Georgia Governor Brian Kemp is expected to sign the bill into Georgia law soon, as it has now cleared both the Georgia House and Senate. Therefore, students should be prepared to work within the new limits the bill outlines.

“Now that I know this is most likely going to become law, I’ve started looking at the classes that I’m going to take next year and I’m being very selective with them,” said sophomore Alex Jovanovic. “I’m making sure that I’m not just going to sign up for a class that’s going to end up being a waste. I want to make the most of the classes that I dual enroll in.”
Juniors who are taking dual enrollment classes already didn’t have that luxury of being able to choose their classes carefully.

“I’m taking Astronomy this year as a dual enrollment class, actually,” said Oselette. “It’s a good class, and I wouldn’t really say I regret taking it, but with the new hour limits there may be classes next year that I want to take that I can’t.
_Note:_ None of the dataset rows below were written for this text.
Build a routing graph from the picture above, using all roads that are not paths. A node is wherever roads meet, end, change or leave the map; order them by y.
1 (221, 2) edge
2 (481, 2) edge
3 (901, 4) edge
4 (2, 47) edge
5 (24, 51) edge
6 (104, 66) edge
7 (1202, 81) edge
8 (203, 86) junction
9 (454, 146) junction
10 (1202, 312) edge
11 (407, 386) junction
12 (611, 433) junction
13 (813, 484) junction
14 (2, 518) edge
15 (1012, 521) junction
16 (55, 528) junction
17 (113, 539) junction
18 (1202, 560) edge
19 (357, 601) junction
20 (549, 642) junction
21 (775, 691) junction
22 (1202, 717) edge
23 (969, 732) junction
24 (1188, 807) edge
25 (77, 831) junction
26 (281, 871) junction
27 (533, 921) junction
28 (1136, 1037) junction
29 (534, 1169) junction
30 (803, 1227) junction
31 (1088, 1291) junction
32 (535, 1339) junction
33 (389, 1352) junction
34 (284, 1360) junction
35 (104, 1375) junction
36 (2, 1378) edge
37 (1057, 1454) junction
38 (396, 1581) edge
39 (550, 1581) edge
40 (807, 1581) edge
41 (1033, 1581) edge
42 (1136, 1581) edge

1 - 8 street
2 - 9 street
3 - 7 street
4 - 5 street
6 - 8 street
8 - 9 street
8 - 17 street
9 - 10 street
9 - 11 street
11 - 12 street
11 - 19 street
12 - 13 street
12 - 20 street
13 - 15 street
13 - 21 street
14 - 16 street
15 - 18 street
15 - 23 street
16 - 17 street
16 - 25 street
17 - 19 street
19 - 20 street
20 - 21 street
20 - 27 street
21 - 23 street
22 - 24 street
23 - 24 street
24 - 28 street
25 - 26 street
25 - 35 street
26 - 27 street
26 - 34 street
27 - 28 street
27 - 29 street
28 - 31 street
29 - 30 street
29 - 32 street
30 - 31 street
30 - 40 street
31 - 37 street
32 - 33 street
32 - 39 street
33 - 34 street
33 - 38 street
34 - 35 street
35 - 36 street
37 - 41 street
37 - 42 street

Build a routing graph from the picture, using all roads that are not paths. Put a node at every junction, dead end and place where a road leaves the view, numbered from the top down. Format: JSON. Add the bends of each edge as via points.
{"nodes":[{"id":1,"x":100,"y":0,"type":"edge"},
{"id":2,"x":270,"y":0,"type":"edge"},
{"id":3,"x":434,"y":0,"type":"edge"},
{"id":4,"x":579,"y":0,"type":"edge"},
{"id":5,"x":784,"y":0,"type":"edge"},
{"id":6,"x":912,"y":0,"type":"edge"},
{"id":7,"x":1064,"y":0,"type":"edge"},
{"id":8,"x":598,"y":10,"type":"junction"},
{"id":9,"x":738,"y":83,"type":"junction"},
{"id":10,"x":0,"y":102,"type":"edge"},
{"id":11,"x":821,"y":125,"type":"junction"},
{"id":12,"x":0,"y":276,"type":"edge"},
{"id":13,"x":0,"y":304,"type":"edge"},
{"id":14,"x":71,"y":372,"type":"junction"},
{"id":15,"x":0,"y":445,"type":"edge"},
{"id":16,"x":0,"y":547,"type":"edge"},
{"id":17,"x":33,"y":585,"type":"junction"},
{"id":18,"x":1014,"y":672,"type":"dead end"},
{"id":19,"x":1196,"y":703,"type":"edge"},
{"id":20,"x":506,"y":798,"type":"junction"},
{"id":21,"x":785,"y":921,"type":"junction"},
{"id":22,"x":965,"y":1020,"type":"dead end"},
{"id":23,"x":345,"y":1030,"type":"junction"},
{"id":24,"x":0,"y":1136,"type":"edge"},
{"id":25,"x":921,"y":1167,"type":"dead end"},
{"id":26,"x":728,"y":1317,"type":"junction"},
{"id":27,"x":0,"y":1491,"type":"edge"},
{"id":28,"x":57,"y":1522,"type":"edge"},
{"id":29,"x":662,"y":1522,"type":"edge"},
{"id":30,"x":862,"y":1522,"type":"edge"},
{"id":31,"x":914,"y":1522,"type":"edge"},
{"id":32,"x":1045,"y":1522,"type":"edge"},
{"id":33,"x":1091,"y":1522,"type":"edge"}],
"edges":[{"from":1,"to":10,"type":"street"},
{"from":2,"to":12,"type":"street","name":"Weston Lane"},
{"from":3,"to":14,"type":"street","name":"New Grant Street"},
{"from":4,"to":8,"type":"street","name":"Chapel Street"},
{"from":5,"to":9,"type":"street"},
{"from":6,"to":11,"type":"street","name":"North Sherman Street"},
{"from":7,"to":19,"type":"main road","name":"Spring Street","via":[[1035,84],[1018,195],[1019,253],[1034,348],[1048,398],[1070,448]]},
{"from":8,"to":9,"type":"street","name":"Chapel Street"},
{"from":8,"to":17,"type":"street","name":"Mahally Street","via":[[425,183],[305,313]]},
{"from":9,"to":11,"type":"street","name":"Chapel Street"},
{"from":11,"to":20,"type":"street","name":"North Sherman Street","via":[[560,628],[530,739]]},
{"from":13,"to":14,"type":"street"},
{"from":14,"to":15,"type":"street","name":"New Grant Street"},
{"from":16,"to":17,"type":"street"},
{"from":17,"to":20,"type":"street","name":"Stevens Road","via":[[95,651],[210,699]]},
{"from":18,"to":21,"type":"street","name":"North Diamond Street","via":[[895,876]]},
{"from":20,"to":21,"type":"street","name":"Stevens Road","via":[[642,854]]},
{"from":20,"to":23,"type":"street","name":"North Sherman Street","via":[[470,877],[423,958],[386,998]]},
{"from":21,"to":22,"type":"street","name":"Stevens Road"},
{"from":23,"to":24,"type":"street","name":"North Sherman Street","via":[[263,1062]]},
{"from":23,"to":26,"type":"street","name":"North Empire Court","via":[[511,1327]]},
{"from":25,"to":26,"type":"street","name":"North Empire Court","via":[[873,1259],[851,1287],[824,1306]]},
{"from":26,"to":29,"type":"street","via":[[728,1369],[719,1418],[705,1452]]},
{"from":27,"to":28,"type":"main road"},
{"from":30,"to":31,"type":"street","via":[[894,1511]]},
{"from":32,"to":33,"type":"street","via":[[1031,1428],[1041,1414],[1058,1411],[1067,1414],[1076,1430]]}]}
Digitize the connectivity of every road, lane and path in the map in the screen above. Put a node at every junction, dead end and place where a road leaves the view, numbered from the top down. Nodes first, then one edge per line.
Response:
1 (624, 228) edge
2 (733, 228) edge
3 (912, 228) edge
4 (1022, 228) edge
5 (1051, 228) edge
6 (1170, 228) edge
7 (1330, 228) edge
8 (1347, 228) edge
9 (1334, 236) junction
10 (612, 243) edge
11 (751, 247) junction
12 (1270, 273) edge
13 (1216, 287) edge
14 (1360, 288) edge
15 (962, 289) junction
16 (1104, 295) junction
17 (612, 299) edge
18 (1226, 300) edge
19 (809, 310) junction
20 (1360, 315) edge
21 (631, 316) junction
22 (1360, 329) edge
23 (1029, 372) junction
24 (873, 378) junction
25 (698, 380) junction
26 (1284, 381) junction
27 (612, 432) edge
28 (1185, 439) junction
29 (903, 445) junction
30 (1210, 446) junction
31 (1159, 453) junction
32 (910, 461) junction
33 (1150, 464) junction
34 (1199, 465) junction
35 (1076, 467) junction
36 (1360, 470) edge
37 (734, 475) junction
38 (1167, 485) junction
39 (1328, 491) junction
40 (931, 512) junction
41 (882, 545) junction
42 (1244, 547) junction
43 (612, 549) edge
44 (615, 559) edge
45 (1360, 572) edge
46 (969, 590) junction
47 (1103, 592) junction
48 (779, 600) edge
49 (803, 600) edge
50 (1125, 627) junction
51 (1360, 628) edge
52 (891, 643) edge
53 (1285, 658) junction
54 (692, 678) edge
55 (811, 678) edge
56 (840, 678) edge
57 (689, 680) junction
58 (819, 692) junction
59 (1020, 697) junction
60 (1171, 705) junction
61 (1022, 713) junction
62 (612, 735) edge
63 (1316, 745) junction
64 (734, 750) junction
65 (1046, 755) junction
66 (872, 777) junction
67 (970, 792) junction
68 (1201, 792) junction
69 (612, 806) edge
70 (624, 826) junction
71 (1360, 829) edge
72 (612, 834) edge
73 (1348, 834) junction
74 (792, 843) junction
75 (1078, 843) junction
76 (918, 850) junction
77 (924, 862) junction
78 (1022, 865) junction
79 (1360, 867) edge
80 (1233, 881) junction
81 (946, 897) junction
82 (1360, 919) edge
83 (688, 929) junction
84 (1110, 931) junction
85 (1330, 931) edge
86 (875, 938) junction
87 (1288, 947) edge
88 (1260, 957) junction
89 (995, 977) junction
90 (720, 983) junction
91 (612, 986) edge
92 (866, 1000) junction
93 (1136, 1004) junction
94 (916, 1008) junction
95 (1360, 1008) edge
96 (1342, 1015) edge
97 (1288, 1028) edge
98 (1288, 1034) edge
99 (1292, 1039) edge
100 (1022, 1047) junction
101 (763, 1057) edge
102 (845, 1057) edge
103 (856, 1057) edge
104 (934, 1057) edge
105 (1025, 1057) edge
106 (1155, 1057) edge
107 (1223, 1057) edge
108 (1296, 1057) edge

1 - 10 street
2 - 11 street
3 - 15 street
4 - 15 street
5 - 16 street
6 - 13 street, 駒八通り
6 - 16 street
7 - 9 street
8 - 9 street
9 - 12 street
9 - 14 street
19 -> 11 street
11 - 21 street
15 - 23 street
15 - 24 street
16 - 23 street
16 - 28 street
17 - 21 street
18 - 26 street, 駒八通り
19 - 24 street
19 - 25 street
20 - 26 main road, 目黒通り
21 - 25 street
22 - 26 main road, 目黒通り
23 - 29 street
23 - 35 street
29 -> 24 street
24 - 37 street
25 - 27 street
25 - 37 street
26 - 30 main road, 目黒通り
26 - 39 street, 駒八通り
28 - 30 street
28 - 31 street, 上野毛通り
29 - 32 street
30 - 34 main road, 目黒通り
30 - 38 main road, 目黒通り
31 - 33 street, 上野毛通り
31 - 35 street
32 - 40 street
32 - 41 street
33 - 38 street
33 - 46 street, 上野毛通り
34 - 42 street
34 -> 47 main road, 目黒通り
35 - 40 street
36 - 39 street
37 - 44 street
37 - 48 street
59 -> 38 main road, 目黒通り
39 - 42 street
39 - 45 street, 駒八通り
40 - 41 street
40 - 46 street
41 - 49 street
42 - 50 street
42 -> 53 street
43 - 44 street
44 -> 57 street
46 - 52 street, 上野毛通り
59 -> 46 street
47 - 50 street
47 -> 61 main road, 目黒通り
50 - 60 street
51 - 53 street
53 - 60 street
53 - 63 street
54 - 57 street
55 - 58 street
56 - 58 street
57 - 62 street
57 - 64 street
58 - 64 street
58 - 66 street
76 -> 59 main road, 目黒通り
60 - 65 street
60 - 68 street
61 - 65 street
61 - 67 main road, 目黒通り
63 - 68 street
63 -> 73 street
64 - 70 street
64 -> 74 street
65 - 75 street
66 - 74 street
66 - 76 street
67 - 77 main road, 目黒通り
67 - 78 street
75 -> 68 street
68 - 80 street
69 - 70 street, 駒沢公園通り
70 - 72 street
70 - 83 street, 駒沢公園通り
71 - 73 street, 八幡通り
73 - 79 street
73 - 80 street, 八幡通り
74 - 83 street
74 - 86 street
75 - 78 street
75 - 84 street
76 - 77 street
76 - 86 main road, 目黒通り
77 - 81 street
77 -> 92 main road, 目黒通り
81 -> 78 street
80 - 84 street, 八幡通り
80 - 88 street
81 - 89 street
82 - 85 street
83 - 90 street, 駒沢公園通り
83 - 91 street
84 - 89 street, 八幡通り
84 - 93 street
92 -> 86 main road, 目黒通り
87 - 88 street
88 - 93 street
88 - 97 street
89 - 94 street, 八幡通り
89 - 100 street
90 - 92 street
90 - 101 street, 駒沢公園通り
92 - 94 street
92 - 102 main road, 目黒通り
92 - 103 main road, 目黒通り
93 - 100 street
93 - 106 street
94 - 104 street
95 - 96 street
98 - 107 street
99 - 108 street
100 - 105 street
So maybe Astronomy wasn’t a class I should have taken, I don’t know.”

Other students are more worried about the effects of these changes on students who planned to utilize dual enrollment to work towards an associate’s degree.

“The cuts to the program may be good for the state budget, but they aren’t good for students,” said senior Tiffany McWilliams, who participates in the dual enrollment program at Georgia State University. “I think investing in education is a really important thing and these changes will limit opportunities for kids across the state to get ahead in education. Now it will be impossible for students to earn an associate’s degree before graduating high school, since the changes limit the number of hours the state will cover.”

Other students didn’t have as much of a problem with the changes.

“I think I took good classes this year, like calculus,” said Kurtzer. “I don’t think that the limits are really going to be an issue, because I didn’t plan to take more than 30 hours anyways. Maybe for some other people it’s going to be a problem, but for most students, I don’t think they’re going to go over 30 hours. So the changes should be fine for most people.”

But others disagree, stating that the limit on hours is going to harm the program and a lot of students.

“30 credit hours translates to one year of full time dual enrollment,” said McWilliams. “There are a lot of kids at CCHS who did part time dual in their junior year, and then full time senior year. After this new limit goes into effect, students won’t be able to do that. The option to do part time dual enrollment one year and then full time the next, as well as the option to earn an associate’s degree will now be off the table, which is unfortunate. I’m disappointed by these changes, to put it simply.”